=== EXTRACTED ENTRIES ===

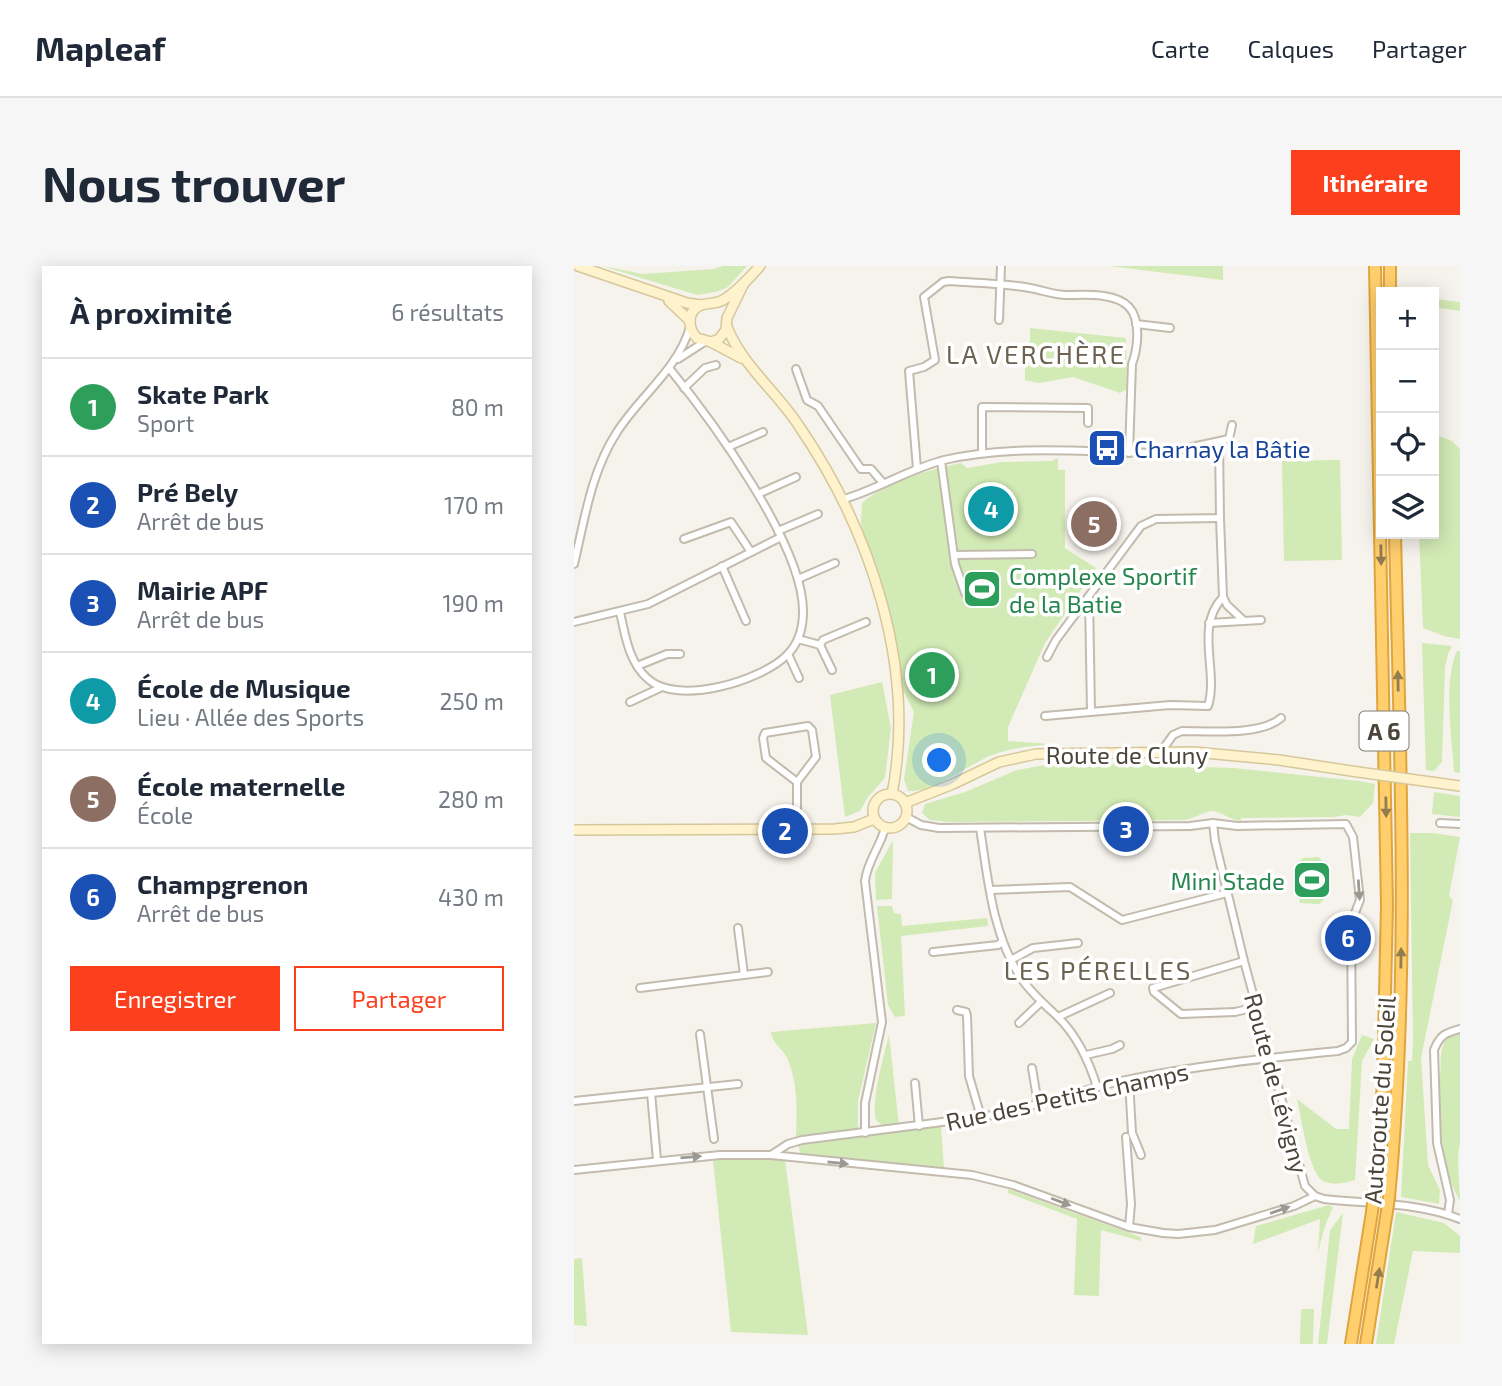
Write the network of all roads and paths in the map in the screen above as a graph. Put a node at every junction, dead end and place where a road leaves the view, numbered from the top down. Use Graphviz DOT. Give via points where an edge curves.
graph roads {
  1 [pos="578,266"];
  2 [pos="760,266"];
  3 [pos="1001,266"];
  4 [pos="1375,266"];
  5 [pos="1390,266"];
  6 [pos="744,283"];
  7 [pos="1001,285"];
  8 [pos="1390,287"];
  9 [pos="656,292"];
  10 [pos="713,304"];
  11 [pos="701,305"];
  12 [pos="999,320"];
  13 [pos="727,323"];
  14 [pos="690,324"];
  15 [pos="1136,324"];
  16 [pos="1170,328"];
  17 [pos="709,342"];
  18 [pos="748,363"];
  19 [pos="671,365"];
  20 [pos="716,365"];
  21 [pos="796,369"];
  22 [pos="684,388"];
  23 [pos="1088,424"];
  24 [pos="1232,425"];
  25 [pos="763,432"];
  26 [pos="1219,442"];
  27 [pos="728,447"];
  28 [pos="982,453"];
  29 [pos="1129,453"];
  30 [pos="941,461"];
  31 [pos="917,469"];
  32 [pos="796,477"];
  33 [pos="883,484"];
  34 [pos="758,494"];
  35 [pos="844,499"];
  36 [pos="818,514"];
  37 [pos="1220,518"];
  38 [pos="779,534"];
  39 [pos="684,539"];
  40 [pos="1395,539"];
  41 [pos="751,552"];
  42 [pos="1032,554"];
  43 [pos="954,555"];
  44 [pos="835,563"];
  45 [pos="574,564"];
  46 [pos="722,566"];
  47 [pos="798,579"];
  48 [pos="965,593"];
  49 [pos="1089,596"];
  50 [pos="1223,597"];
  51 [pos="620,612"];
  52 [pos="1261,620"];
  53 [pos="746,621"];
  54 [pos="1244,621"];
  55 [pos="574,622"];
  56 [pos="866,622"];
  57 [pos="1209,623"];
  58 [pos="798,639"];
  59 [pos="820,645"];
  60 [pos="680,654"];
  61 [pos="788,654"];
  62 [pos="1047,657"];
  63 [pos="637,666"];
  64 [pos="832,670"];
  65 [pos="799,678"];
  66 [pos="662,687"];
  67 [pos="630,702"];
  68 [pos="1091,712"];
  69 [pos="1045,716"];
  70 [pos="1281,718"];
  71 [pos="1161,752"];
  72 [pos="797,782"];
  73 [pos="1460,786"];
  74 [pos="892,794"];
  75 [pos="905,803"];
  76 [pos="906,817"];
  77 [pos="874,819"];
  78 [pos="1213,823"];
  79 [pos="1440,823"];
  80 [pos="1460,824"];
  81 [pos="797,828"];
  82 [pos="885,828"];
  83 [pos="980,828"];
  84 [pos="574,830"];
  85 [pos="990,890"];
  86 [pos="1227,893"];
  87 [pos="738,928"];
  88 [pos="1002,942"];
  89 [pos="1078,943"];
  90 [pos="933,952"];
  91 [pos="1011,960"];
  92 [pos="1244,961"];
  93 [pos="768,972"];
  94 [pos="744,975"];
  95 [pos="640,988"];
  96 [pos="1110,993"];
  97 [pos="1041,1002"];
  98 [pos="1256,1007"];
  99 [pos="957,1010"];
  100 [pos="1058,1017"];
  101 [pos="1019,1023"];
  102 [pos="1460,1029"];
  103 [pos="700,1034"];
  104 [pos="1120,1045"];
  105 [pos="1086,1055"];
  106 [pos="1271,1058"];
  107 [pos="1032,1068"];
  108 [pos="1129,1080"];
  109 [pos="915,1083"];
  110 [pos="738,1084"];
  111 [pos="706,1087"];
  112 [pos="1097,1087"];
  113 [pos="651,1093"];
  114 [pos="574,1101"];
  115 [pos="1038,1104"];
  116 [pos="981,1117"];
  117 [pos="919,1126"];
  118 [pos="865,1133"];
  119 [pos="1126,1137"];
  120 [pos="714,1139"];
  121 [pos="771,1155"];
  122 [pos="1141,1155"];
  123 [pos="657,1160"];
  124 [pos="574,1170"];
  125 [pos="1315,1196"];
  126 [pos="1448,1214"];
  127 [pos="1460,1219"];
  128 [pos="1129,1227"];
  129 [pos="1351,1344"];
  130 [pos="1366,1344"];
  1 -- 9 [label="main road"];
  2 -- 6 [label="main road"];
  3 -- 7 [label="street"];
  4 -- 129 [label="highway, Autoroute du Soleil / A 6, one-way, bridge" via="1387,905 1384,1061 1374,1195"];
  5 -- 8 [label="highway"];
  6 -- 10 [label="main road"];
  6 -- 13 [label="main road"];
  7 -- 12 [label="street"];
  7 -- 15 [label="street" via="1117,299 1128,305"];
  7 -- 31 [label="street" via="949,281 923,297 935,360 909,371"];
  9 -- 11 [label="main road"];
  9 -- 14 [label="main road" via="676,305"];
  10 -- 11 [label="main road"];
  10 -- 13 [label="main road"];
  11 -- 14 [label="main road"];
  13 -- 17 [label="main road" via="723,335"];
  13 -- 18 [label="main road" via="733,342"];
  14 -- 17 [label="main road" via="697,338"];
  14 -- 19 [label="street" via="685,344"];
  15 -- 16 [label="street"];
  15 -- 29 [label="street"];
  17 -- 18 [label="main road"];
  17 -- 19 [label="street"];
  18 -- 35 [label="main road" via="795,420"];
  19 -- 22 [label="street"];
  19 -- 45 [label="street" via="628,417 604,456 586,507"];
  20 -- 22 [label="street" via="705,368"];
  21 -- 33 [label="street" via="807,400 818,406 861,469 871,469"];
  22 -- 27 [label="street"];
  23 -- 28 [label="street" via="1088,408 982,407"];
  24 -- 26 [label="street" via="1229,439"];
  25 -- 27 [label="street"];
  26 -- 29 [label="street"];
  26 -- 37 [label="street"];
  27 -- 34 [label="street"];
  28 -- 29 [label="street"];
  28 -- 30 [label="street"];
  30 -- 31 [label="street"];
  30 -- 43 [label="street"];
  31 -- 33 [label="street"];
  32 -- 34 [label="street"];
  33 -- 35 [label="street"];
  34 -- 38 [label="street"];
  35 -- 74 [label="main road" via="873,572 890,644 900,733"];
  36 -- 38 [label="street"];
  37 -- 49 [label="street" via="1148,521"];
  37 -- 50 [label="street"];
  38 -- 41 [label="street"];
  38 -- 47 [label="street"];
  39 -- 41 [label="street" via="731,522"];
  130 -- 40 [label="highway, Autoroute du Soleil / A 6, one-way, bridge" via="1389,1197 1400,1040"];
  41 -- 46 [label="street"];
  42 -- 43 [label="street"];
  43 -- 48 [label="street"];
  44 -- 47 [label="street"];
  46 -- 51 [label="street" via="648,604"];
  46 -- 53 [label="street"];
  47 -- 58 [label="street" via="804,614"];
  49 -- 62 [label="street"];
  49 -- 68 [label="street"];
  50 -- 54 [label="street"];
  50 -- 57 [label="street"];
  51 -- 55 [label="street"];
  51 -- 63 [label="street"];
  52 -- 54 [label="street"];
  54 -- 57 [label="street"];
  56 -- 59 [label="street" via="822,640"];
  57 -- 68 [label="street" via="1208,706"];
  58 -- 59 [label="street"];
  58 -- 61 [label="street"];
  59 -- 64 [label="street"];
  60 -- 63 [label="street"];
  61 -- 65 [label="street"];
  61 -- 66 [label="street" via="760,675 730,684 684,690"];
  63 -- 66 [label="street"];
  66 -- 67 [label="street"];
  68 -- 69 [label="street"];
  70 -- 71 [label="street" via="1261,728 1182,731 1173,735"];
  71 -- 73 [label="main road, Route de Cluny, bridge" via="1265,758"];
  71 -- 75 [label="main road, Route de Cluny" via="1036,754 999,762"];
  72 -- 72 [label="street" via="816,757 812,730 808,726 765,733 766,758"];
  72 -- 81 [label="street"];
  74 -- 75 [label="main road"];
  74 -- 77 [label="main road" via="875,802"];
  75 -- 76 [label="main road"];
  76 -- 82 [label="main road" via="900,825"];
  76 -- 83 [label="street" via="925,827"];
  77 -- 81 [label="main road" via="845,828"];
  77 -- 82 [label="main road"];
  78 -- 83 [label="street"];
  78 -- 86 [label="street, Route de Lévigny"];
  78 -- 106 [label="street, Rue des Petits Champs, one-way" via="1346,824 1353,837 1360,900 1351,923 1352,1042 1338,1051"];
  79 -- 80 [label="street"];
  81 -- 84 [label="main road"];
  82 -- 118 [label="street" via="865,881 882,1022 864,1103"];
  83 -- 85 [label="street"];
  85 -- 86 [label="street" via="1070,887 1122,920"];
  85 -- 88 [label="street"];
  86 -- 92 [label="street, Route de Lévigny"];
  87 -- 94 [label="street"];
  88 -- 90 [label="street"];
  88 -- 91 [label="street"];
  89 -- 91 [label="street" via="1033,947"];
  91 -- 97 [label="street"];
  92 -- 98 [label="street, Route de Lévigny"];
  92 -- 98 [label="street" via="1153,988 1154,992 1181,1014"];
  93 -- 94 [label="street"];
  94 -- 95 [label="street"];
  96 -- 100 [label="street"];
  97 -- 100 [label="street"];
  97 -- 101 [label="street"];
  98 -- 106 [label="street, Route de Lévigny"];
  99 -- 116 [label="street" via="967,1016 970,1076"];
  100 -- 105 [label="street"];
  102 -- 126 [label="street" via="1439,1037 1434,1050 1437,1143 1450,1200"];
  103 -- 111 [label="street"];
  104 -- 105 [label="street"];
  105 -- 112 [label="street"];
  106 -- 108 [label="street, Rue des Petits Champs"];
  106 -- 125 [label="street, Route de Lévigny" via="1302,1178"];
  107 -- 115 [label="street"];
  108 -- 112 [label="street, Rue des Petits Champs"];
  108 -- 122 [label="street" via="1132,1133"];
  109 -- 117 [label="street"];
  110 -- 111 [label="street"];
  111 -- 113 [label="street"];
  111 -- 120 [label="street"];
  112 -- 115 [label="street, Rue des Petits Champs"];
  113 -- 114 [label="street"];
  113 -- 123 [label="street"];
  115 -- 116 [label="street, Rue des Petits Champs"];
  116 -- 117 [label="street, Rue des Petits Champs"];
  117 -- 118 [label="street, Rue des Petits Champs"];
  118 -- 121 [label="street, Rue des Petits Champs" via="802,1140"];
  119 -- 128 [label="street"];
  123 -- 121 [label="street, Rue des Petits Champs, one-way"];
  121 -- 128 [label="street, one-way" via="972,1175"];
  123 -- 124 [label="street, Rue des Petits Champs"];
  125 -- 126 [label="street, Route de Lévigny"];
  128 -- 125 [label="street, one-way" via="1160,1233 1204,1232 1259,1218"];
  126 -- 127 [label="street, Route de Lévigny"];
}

===

> **EXERCISE REQUIREMENTS**
Scan the records above and tell how many lines include the word "Lévigny"; the number is all that should be written.

> **ANSWER TO THIS PROBLEM**
7